The Mantis Shrimp Has the Strangest Eyes on Earth
Mantis shrimp have up to 16 types of color receptors, compared to just three in humans. Here's what their extraordinary vision can actually do.
Humans see color using three types of photoreceptors: red, green, and blue. Mantis shrimp have as many as 16. On paper, that sounds like they should perceive a rainbow far beyond human imagination. The reality, discovered by researchers, is stranger and more interesting than that.
An Eye Unlike Any Other
Mantis shrimp, technically called stomatopods, are marine crustaceans best known for their powerful punching claws. But their eyes are arguably even more remarkable. According to National Geographic, their eyes sit on independently moving stalks, and each eye has trinocular vision, meaning a single eye alone can judge depth and distance by focusing on the same object with three separate regions.

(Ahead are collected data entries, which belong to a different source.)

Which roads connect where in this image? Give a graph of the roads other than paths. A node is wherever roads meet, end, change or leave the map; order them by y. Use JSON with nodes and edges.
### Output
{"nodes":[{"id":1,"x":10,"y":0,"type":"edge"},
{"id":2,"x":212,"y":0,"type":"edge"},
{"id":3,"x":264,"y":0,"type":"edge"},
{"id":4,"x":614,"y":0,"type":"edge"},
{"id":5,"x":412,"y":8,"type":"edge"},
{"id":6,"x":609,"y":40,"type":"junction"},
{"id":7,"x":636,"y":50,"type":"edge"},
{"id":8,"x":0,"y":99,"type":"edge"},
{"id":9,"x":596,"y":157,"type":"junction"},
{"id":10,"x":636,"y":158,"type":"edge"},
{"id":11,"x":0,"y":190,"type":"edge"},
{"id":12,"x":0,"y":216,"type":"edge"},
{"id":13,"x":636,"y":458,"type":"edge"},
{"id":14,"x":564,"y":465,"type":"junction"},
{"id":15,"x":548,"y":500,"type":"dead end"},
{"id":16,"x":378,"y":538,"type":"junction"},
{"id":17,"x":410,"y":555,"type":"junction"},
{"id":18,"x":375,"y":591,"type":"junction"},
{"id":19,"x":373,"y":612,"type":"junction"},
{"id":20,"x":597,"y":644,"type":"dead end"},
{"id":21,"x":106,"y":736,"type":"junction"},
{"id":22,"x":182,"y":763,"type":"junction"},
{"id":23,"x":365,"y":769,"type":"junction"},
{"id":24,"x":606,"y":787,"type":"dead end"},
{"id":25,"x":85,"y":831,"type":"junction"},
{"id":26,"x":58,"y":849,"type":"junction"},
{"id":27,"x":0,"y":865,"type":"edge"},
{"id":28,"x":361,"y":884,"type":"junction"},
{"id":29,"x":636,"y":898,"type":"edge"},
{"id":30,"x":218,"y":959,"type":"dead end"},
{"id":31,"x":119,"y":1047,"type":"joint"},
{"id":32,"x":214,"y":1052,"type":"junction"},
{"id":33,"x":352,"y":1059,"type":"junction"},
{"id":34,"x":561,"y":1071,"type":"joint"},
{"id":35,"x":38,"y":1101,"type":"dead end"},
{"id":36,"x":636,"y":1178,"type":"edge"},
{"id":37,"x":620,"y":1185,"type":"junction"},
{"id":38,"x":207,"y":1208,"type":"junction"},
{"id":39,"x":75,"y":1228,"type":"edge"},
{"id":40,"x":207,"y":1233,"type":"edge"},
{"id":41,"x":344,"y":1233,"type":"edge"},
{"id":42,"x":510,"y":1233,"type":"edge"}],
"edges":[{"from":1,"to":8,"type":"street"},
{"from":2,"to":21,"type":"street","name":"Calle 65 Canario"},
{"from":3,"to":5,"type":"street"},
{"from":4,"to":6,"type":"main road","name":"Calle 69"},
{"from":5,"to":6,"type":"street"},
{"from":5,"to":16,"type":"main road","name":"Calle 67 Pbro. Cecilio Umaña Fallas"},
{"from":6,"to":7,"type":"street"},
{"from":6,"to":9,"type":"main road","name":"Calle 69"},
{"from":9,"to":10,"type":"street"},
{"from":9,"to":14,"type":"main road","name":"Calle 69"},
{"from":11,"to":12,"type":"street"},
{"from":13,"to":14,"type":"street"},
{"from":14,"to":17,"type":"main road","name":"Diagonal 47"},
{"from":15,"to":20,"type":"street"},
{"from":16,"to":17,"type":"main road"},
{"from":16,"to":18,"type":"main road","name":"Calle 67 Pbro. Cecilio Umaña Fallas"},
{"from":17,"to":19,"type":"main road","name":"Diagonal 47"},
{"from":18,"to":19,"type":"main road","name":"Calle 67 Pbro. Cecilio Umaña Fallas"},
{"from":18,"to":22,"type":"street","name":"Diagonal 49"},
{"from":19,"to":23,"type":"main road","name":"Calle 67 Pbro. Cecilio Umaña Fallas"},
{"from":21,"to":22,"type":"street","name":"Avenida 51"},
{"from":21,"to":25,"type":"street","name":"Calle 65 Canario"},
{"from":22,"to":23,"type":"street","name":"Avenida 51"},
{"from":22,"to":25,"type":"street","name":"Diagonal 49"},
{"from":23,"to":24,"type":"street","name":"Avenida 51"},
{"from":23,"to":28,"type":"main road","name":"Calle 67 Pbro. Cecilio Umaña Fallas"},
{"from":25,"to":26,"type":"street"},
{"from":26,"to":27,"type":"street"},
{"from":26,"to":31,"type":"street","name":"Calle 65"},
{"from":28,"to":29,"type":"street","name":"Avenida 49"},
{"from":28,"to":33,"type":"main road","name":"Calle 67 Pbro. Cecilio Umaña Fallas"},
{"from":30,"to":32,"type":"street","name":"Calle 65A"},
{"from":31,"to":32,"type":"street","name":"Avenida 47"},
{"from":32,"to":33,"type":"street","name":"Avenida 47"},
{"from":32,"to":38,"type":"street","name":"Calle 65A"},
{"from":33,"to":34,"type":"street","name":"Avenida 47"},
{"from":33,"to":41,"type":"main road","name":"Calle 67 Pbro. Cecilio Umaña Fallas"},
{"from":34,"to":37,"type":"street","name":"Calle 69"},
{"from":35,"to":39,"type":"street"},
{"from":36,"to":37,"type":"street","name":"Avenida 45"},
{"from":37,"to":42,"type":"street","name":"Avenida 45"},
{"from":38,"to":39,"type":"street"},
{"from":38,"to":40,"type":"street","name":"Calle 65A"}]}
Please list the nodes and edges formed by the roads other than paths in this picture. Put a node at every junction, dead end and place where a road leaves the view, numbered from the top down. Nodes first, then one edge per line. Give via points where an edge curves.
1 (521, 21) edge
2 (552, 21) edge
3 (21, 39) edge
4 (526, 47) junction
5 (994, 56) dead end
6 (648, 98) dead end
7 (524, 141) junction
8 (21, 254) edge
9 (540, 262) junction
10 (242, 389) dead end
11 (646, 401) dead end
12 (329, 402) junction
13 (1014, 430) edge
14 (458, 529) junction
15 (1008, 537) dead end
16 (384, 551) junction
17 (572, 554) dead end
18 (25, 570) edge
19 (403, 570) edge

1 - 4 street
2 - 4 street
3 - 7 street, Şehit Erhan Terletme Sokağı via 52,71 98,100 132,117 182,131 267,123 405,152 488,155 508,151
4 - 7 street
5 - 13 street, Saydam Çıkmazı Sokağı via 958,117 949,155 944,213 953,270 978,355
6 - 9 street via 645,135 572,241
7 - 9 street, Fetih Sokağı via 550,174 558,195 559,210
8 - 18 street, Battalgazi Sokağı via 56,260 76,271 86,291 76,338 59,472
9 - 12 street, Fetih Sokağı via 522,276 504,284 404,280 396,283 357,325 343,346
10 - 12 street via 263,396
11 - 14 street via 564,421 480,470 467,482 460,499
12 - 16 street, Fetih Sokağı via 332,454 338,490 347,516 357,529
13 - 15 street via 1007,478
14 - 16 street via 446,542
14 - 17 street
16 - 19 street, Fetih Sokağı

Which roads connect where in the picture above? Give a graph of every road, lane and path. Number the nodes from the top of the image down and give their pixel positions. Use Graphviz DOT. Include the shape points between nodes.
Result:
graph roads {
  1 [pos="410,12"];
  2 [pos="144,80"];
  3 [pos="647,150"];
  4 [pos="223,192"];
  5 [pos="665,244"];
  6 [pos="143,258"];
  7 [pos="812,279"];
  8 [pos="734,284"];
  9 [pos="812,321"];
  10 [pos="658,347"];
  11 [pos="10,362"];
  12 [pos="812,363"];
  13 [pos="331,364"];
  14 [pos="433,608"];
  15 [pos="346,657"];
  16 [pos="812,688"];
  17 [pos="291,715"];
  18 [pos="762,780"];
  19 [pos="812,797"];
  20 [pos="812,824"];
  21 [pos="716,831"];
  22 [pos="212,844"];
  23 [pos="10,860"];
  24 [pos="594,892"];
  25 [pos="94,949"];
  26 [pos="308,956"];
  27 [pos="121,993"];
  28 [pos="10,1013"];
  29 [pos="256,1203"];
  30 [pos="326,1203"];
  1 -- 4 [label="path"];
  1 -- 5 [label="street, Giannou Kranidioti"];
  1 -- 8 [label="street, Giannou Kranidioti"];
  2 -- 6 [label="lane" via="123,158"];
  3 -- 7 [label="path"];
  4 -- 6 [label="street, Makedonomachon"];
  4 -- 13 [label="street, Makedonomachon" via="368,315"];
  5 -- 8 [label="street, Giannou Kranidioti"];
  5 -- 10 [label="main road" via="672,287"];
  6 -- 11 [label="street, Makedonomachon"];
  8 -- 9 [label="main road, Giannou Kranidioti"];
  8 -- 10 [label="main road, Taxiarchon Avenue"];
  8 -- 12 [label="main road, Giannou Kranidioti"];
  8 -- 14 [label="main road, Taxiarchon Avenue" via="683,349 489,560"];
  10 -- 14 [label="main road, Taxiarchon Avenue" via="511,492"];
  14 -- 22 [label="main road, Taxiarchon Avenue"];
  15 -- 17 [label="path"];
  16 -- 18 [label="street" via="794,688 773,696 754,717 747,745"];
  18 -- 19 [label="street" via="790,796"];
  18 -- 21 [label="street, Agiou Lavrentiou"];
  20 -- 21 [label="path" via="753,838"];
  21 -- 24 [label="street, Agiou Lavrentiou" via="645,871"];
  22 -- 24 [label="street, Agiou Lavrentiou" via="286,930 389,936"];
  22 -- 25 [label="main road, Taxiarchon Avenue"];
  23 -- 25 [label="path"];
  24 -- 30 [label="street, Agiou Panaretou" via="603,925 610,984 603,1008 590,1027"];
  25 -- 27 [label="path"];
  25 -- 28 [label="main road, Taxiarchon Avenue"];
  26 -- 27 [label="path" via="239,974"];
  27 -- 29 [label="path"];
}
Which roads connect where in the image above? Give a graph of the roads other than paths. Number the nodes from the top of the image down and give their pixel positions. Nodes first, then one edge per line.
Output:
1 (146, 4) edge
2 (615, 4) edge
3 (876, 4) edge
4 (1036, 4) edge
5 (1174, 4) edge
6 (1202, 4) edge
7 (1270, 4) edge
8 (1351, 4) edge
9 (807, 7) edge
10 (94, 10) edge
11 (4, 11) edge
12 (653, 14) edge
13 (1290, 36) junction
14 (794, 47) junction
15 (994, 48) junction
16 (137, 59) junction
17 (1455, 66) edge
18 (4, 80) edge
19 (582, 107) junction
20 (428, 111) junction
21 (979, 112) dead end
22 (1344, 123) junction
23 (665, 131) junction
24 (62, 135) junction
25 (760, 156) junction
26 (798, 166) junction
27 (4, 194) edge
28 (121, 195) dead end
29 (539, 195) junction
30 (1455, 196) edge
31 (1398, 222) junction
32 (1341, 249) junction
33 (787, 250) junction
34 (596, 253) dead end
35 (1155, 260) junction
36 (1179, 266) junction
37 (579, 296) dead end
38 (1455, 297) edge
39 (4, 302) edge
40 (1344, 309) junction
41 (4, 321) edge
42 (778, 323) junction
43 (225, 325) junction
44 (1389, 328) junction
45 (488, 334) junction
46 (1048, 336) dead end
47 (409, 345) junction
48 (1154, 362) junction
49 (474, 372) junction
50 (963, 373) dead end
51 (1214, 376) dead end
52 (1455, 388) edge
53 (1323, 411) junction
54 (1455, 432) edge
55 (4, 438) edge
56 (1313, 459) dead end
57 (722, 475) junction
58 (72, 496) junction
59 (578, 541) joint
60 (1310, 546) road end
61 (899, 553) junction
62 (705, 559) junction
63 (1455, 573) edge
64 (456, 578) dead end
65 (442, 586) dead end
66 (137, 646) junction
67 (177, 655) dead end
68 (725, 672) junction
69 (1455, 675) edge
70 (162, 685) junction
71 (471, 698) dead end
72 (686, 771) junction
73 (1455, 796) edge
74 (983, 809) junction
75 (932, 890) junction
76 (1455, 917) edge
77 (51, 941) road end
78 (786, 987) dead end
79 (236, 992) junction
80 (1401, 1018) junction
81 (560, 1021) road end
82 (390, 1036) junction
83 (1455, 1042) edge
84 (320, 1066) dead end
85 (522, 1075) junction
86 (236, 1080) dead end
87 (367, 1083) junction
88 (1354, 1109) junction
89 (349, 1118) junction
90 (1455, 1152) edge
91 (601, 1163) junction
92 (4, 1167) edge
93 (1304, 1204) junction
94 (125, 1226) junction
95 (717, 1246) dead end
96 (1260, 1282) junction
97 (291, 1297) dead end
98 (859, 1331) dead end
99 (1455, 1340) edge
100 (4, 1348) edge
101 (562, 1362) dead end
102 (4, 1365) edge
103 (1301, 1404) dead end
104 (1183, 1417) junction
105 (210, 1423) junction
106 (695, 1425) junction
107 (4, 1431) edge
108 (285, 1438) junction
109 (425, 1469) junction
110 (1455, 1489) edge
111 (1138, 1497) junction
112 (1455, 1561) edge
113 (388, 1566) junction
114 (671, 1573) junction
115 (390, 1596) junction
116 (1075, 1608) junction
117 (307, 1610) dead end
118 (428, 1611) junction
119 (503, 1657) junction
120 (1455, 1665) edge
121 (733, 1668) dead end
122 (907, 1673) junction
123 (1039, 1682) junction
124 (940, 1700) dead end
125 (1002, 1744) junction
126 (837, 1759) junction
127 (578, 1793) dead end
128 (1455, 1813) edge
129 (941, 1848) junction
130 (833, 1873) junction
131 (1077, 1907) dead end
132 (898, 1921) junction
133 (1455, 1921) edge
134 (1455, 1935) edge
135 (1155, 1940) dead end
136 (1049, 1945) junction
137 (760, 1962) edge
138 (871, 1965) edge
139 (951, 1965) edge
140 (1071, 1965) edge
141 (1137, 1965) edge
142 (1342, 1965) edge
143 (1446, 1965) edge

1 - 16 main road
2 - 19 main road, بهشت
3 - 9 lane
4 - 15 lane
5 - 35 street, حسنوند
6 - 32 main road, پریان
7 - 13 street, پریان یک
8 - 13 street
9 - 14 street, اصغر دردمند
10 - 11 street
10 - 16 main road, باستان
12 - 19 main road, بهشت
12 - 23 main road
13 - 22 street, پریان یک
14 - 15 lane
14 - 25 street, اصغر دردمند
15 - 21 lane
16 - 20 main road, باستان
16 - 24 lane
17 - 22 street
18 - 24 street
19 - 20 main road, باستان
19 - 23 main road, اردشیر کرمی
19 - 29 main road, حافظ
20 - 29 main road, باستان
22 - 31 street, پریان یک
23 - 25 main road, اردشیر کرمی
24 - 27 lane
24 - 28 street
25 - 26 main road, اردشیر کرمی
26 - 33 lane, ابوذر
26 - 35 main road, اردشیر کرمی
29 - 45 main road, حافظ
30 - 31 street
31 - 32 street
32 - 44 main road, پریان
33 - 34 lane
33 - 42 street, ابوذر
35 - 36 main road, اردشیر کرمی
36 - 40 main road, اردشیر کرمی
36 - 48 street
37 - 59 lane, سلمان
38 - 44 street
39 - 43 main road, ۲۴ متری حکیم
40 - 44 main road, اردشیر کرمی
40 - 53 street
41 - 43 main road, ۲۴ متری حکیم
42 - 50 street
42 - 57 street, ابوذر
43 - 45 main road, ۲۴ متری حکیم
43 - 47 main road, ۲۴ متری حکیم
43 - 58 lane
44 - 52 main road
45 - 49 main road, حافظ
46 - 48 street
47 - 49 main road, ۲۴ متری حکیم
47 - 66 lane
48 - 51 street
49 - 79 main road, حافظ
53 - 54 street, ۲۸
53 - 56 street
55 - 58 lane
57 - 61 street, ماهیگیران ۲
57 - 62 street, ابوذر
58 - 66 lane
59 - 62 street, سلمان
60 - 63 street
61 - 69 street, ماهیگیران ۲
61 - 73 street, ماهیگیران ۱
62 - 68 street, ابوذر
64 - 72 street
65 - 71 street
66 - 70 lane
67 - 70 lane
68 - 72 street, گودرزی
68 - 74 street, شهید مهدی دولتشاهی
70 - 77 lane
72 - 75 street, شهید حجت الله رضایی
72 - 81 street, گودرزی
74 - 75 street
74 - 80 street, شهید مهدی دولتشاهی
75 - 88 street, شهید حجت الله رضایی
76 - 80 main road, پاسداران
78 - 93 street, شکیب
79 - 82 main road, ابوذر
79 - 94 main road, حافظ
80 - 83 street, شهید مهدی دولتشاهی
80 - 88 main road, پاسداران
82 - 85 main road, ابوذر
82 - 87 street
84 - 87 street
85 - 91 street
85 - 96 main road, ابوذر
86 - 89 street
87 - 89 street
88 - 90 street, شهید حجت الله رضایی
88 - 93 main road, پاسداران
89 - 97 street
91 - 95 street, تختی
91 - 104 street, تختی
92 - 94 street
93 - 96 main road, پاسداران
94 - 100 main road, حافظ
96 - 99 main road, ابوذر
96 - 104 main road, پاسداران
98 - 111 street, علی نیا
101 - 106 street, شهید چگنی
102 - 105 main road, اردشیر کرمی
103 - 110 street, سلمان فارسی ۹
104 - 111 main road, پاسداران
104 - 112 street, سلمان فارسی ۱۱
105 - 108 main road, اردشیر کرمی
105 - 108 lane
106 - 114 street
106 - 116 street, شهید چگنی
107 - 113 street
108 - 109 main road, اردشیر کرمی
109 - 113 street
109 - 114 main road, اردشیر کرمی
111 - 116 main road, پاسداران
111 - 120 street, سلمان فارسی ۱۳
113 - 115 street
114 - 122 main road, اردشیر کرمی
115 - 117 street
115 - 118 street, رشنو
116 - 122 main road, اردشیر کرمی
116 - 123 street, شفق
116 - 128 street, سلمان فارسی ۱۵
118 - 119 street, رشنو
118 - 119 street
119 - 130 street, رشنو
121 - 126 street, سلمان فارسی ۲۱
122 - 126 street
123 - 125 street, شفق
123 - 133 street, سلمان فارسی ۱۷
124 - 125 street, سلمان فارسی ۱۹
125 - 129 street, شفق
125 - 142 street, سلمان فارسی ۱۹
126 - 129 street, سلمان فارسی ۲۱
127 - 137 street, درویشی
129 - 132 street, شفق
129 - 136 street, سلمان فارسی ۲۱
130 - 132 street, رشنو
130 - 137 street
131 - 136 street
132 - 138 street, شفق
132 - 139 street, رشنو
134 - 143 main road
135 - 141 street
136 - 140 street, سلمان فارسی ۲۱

Why More Receptors Doesn’t Mean Better Color Vision
It would be reasonable to assume that 16 photoreceptors let mantis shrimp see colors humans can’t even imagine. Research has found the opposite. A study covered by Forbes found that mantis shrimp are actually worse than humans at distinguishing between similar shades of color.
The explanation lies in how their brains process the signals. Humans compare the relative activation across just three receptors to perceive millions of color variations. Mantis shrimp appear to use each photoreceptor as something closer to an individual channel, reading which one is activated most strongly rather than blending the signals together. This system trades fine color discrimination for speed, letting them recognize a color almost instantly rather than calculating it.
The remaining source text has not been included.